I retrieve 136 matches. The list of PDB IDs is in csv format is in `PDB_CATH_Kunitz.csv`.
Now I parse the file in a pandas series.

In [None]:
with open("./PDB_CATH_Kunitz.csv") as PDB_CATH_filein:
    PDB_CATH_list = PDB_CATH_filein.read().split(", ")
    PDB_CATH_series = pd.Series(PDB_CATH_list)
PDB_CATH_series.head()

## Retrieving Kunitz structures with PDBfold
I select a prototype structure and scan the PDB for similar structures with PDBfold

* Single chain 1 A structure: `5PTI`
* Structure in complex with trypsin at 1.8 A: `3TGI`

I perform a search on PDBfold with default parameters using chain I of `3TGI`, retrieving 609 matches. I save the result summary in `pdbfold_3tgi.dat`.

I perform a search on PDBfold with default parameters using chain A of `5PTI`, retrieving 584 matches.I save the result summary in `pdbfold_5pti.dat`.

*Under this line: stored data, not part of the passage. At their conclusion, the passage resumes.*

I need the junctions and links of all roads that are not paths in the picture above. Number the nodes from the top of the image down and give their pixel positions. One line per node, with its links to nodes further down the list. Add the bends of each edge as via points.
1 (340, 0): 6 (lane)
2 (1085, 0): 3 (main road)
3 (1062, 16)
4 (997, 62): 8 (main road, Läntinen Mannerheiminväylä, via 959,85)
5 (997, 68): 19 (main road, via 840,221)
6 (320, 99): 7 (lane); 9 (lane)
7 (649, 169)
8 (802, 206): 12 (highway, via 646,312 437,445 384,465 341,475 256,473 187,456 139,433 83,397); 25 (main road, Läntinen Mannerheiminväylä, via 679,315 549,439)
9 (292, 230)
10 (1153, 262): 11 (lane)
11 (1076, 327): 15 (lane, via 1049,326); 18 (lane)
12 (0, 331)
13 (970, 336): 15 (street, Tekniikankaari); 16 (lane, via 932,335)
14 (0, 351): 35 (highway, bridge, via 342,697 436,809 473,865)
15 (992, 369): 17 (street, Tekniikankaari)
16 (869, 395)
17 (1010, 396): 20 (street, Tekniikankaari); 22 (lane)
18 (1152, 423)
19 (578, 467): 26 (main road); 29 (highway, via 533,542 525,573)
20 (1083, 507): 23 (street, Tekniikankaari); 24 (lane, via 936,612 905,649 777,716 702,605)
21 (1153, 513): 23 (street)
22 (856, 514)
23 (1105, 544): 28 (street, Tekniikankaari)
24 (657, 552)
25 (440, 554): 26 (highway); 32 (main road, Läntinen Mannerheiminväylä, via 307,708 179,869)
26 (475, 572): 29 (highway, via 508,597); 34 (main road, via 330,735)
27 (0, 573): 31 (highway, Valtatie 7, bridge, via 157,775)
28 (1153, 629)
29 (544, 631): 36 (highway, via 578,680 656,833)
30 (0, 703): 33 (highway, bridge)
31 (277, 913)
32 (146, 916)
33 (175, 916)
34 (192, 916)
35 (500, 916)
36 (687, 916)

I will write a short script for parsing the .dat files obtained by PDBfold in a pandas dataframe. It seems that I cannot download the results in a more useful format. First I need to strip the PDB string from all the colums, otherwise it is difficult to parse.

In [None]:
!sed -i 's/PDB / /g' ./pdbfold_*.dat

In [None]:
def get_pdbfold_df(filepath):
    with open(filepath) as dat_filein:
        pdbfold_df = pd.read_csv(dat_filein, skiprows=(0, 1, 2, 3), sep="\s+").set_index('##')
    pdbfold_df["Query"]= pdbfold_df["Query"].str.split(":")
    pdbfold_df["Target"]= pdbfold_df["Target"].str.split(":")
    return pdbfold_df

pdbfold_3tgi_df = get_pdbfold_df("./pdbfold_3tgi.dat")
pdbfold_5pti_df = get_pdbfold_df("./pdbfold_5pti.dat")

pdbfold_3tgi_df.head()

## Merging all the PDB IDs in an unique list
Now I want to get a single list of unique target PDB IDs from the files and put them in the list PDBfold_IDs. I get 402 IDs.

In [None]:
def get_PDB_list(df):
    PDB_list = []
    for element in df['Target']:
        ID = element[0].upper()
        PDB_list.append(ID)
    return PDB_list

PDBfold_IDs = []
PDBfold_IDs += get_PDB_list(pdbfold_3tgi_df)
PDBfold_IDs += get_PDB_list(pdbfold_5pti_df)
PDBfold_IDs = list(dict.fromkeys(PDBfold_IDs)) # remove duplicate IDs
len(PDBfold_IDs)

Now I merge all the PDB IDs retrieve in different ways. This gives me  unique IDs.

In [None]:
PDB_IDs = []
print(len(PDB_IDs))
PDB_IDs += UniprotPDB_IDs
print(len(PDB_IDs))
PDB_IDs += PDBfold_IDs
print(len(PDB_IDs))
PDB_IDs += PDB_CATH_list
print(len(PDB_IDs))
PDB_IDs = list(dict.fromkeys(PDB_IDs)) # remove duplicate IDs
print(len(PDB_IDs))

At this point my set of structures will be as complete as possible.
First I write all the PDB IDs to `PDB_IDs.list`

In [None]:
try:
    with open("./PDB_IDs.list","x") as PDB_IDs_fileout: # x avoids overwriting files
        file_content = "\n".join(PDB_IDs)
        PDB_IDs_fileout.write(file_content)
except FileExistsError:
    pass

Now I  map the list to Uniprot ACs using the Uniprot ID mapping tool, so to get a list of single proteins.
I get 425 Uniprot IDs, that I save in the `Uniprot_IDs_mappedfromPDB.list`.
24 PDB IDs were not mapped. I save them in `PDB_IDs_notmapped.list`.
For now I decided to ignore them.
The ID list is unique.

In [None]:
!sort ./Uniprot_IDs_mappedfromPDB.list|uniq|wc -l

 I will find a way to remove duplicate structures.
I will find a way to select the right chain in the PDB file.
I will find a way to select the right domain in the chain.
I will exclude mutated proteins.
I will adopt a resulution threshold.